Burning coal is many things: it’s dirty, carbon intensive, expensive and, a massive threat to public health. It’s also not a solution to the climate crisis. This should be evident to anyone familiar with the warnings from the IPCC and IEA. The construction of coal plants will soon lock in emissions that will exceed 2°C warming. Approximately 80% of the world’s coal reserves cannot be burned if we are to stay below this threshold.
Many of this understand this, although, apparently this is not evident to Japan.

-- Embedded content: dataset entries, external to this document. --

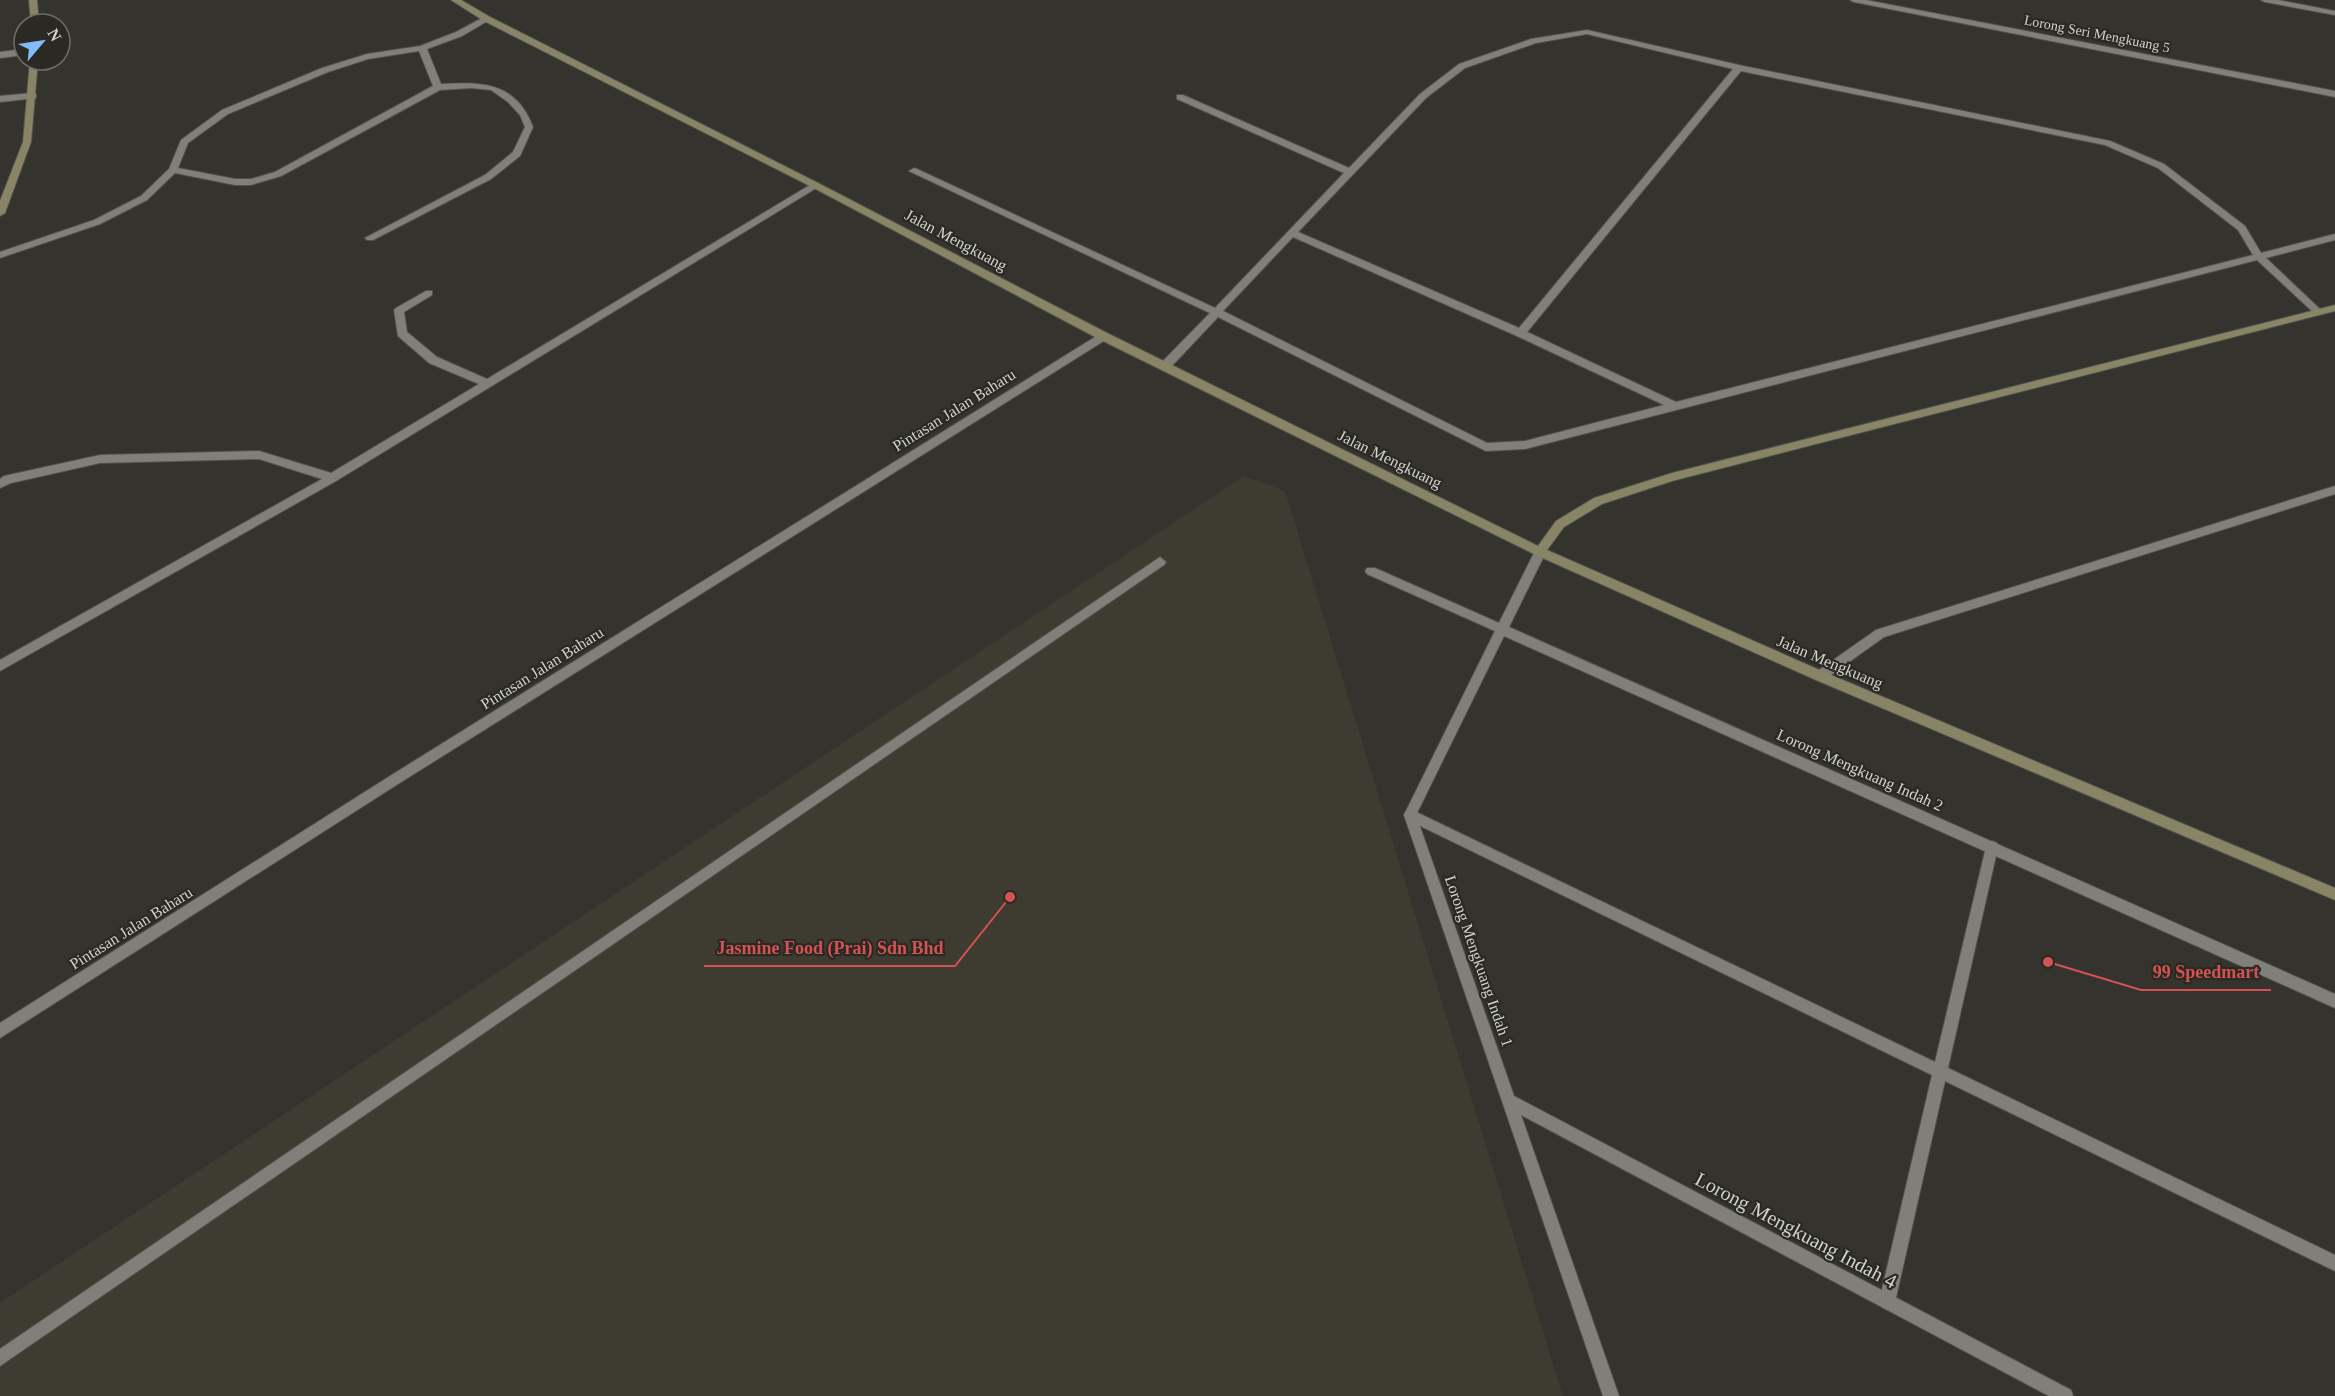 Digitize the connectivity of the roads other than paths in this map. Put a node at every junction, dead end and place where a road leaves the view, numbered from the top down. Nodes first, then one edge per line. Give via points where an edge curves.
1 (455, 0) edge
2 (1854, 0) edge
3 (2265, 0) edge
4 (2335, 13) edge
5 (487, 19) junction
6 (422, 48) junction
7 (1738, 68) junction
8 (34, 72) edge
9 (438, 87) junction
10 (2335, 94) edge
11 (33, 96) junction
12 (1180, 97) dead end
13 (0, 99) edge
14 (173, 170) junction
15 (914, 171) dead end
16 (1350, 172) junction
17 (815, 185) junction
18 (0, 213) edge
19 (1292, 233) junction
20 (2335, 237) edge
21 (370, 238) dead end
22 (0, 255) edge
23 (2258, 256) junction
24 (429, 293) dead end
25 (2335, 308) edge
26 (1216, 312) junction
27 (2318, 312) junction
28 (1521, 333) junction
29 (1103, 336) junction
30 (1165, 366) junction
31 (487, 383) junction
32 (1675, 406) junction
33 (332, 478) junction
34 (0, 484) edge
35 (2335, 490) edge
36 (1540, 552) junction
37 (1160, 562) dead end
38 (1371, 571) dead end
39 (1504, 629) junction
40 (0, 666) edge
41 (1820, 676) junction
42 (1410, 815) junction
43 (1992, 847) junction
44 (2335, 894) edge
45 (2335, 1001) edge
46 (0, 1031) edge
47 (1940, 1072) junction
48 (1508, 1100) junction
49 (2335, 1263) edge
50 (1887, 1302) junction
51 (0, 1358) edge
52 (1611, 1396) edge
53 (2065, 1396) edge

1 - 5 main road, Jalan Mengkuang
2 - 10 street, Lorong Seri Mengkuang 5
3 - 4 street
5 - 6 street
5 - 17 main road, Jalan Mengkuang
6 - 9 street
6 - 14 street via 367,57 325,70 225,112 184,142
7 - 16 street via 1587,32 1534,41 1462,66 1423,96
7 - 23 street via 2107,143 2161,166 2242,228
7 - 28 street
8 - 11 main road
9 - 14 street via 251,182
9 - 21 street via 492,88 511,100 524,114 529,127 517,154 488,177
11 - 13 street
11 - 18 main road via 27,142
12 - 16 street
14 - 22 street via 144,198 97,222
15 - 26 street
16 - 19 street
17 - 29 main road, Jalan Mengkuang
17 - 31 street
19 - 26 street
19 - 28 street
20 - 23 street
23 - 27 street
23 - 32 street
24 - 31 street via 399,310 402,333 433,360
25 - 27 main road
26 - 30 street
26 - 32 street via 1486,447 1525,445
27 - 36 main road via 1672,477 1598,501 1560,524
28 - 32 street
29 - 30 main road, Jalan Mengkuang
29 - 46 street, Pintasan Jalan Baharu
30 - 36 main road, Jalan Mengkuang
31 - 33 street
33 - 34 street via 248,455 100,459
33 - 40 street
35 - 41 street via 1880,633
36 - 39 street
36 - 41 main road, Jalan Mengkuang
37 - 51 street
38 - 39 street, Lorong Mengkuang Indah 2
39 - 42 street
39 - 43 street, Lorong Mengkuang Indah 2
41 - 44 main road, Jalan Mengkuang
42 - 47 street
42 - 48 street, Lorong Mengkuang Indah 1
43 - 45 street, Lorong Mengkuang Indah 2
43 - 47 street
47 - 49 street
47 - 50 street
48 - 50 street, Lorong Mengkuang Indah 4
48 - 52 street, Lorong Mengkuang Indah 1
50 - 53 street, Lorong Mengkuang Indah 4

Japan has relentlessly argued that burning unlimited amounts of coal in slightly more efficient plant is a core solution to climate change. To advance its fairy-tale vision of a coal-fired, climate-safe world, Japan has systematically obstructed common sense proposals to limit global coal subsidies. Japan has opposed language in the finance text that would call on countries to limit international support for high carbon investments. It has funded coal plants and claimed it as part of its climate finance contributions, rejecting the consensus of other major contributors that this is inappropriate. And perhaps worst of all, it has blocked any compromise agreement at the OECD level that would limit public subsidies for the export of coal technologies.

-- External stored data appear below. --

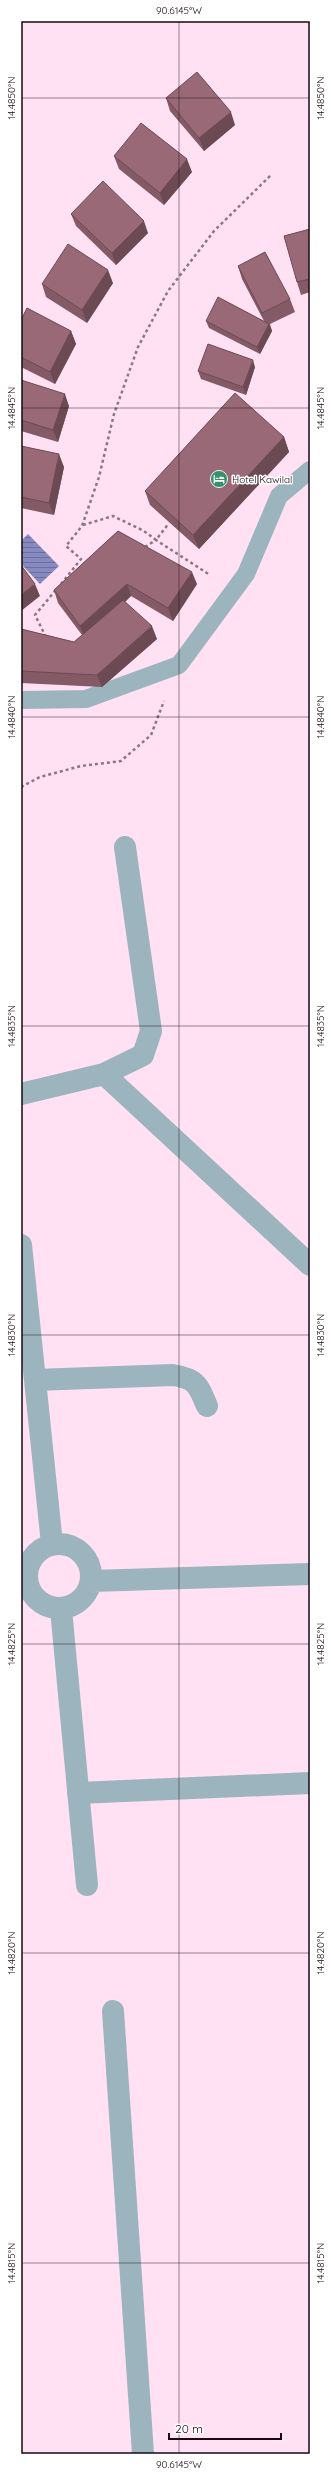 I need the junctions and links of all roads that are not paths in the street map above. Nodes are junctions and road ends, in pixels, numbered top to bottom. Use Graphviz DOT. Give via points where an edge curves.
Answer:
graph roads {
  1 [pos="310,470"];
  2 [pos="21,700"];
  3 [pos="125,846"];
  4 [pos="104,1074"];
  5 [pos="21,1094"];
  6 [pos="21,1245"];
  7 [pos="310,1265"];
  8 [pos="35,1380"];
  9 [pos="207,1406"];
  10 [pos="52,1544"];
  11 [pos="26,1560"];
  12 [pos="310,1574"];
  13 [pos="92,1581"];
  14 [pos="27,1596"];
  15 [pos="61,1609"];
  16 [pos="310,1782"];
  17 [pos="78,1793"];
  18 [pos="87,1885"];
  19 [pos="113,2011"];
  20 [pos="143,2454"];
  1 -- 2 [label="lane" via="279,496 246,574 179,665 86,699"];
  3 -- 4 [label="street" via="151,1031 143,1055"];
  4 -- 5 [label="street"];
  4 -- 7 [label="street"];
  6 -- 8 [label="street"];
  8 -- 9 [label="street" via="173,1375 186,1377 198,1384"];
  8 -- 10 [label="street"];
  10 -- 11 [label="street"];
  10 -- 13 [label="street" via="68,1544 82,1552 90,1566"];
  11 -- 14 [label="street"];
  12 -- 13 [label="street"];
  13 -- 15 [label="street" via="81,1600 75,1605"];
  14 -- 15 [label="street" via="50,1608"];
  15 -- 17 [label="street"];
  16 -- 17 [label="street"];
  17 -- 18 [label="street"];
  19 -- 20 [label="street"];
}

To see just how regressive Japan’s intransigent support of its coal industry really is, compare their position to that of China, which recently committed to take steps to strictly control its public support for coal plants, both at home and abroad. Better yet, compare it to that of Kiribati. Faced with the existential crisis of warming-induced sea level rise, Kiribati has called for a global moratorium on new coal mines to facilitate the transition away from burning coal.
It’s hard to see how Japan subsidising coal plants will help Kiribati. It’s not hard to see how it will help its own industry.